Fig. 5.

Comparison of A2MC2 to other PRRSV strains in IFN production using MARC-145 cells. (A) IFN bioassay in Vero cells. Cell culture supernatants from MARC-145 cells infected with an MOI of 1 TCID₅₀ each of PRRSV strains A2MC2, VR-2385, VR-2332, MLV, or NVSL, respectively, were collected at 36 hpi. Vero cells were treated with 1:4 dilution of the respective supernatants for 12 h, and then infected with NDV-GFP. Fluorescence microscopy was conducted at 24 hpi. Treatment with IFN-α was included as a positive control. (B) IFN-β expression in MARC-145 cells detected by real-time RT-PCR. The cells were infected with PRRSV and harvested for detection of IFN-β transcript. Relative fold of induction in comparison with uninfected cells are shown. Error bars represent variation of three repeated experiments. Significant difference between A2MC2 and the rest of the samples is denoted by “**”, which indicates P<0.01. A2: A2MC2; VR: VR-2385; VR1: VR-2332. (C) STAT2 and ISG56 protein level in MARC-145 cells detected by Western blotting. Treatment of uninfected cells with IFN-α was included as a positive control.
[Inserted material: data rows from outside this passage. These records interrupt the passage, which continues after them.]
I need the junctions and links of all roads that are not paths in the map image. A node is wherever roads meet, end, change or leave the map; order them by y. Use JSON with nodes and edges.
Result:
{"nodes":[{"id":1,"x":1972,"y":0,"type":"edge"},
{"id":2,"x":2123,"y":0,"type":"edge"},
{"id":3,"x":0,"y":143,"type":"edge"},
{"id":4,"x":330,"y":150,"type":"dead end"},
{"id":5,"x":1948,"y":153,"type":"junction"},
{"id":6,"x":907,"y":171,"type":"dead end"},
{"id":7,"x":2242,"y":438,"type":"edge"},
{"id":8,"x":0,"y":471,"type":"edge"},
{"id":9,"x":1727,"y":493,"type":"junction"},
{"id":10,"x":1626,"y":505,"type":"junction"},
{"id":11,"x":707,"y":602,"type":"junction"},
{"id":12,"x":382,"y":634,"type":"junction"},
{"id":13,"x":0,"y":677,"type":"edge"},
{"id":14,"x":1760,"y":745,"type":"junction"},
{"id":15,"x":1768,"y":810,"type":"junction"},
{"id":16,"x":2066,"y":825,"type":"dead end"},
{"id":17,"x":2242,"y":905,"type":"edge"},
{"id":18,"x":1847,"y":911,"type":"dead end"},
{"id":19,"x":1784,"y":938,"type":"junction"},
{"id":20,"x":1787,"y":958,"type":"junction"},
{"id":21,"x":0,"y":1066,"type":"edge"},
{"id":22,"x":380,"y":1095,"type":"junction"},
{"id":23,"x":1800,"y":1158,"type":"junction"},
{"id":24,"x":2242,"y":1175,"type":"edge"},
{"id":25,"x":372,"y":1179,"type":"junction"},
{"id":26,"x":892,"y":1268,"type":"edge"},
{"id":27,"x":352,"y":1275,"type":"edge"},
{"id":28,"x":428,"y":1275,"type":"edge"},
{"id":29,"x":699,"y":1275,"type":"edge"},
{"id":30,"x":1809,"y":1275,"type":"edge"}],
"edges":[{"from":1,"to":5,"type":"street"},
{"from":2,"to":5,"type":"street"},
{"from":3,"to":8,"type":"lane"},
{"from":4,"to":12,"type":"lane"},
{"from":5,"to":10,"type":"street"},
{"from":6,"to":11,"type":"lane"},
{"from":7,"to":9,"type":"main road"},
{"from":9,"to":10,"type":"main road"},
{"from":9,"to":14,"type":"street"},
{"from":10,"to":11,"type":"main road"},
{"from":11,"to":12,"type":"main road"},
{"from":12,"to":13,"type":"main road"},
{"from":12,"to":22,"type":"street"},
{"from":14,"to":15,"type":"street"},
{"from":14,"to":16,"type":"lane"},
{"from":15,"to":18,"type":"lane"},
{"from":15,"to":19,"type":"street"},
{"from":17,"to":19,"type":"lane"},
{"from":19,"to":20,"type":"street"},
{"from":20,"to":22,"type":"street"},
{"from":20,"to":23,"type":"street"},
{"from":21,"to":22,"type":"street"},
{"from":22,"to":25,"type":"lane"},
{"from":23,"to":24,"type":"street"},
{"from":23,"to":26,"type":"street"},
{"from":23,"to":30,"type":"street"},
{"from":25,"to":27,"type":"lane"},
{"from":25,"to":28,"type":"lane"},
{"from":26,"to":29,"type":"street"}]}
A2: A2MC2; VR: VR-2385; NV: NVSL; VR1: VR-2332. (D). IFN-α2 level in culture supernatants of MARC-145 cells infected with A2MC2, VR-2385, VR-2332, and MLV, respectively. ELISA analyses were conducted to quantify the IFN-α2 levels and concentrations were calculated on the basis of a standard curve. The significant difference between A2MC2 and the rest of the samples is denoted by “**”, which indicates P<0.01.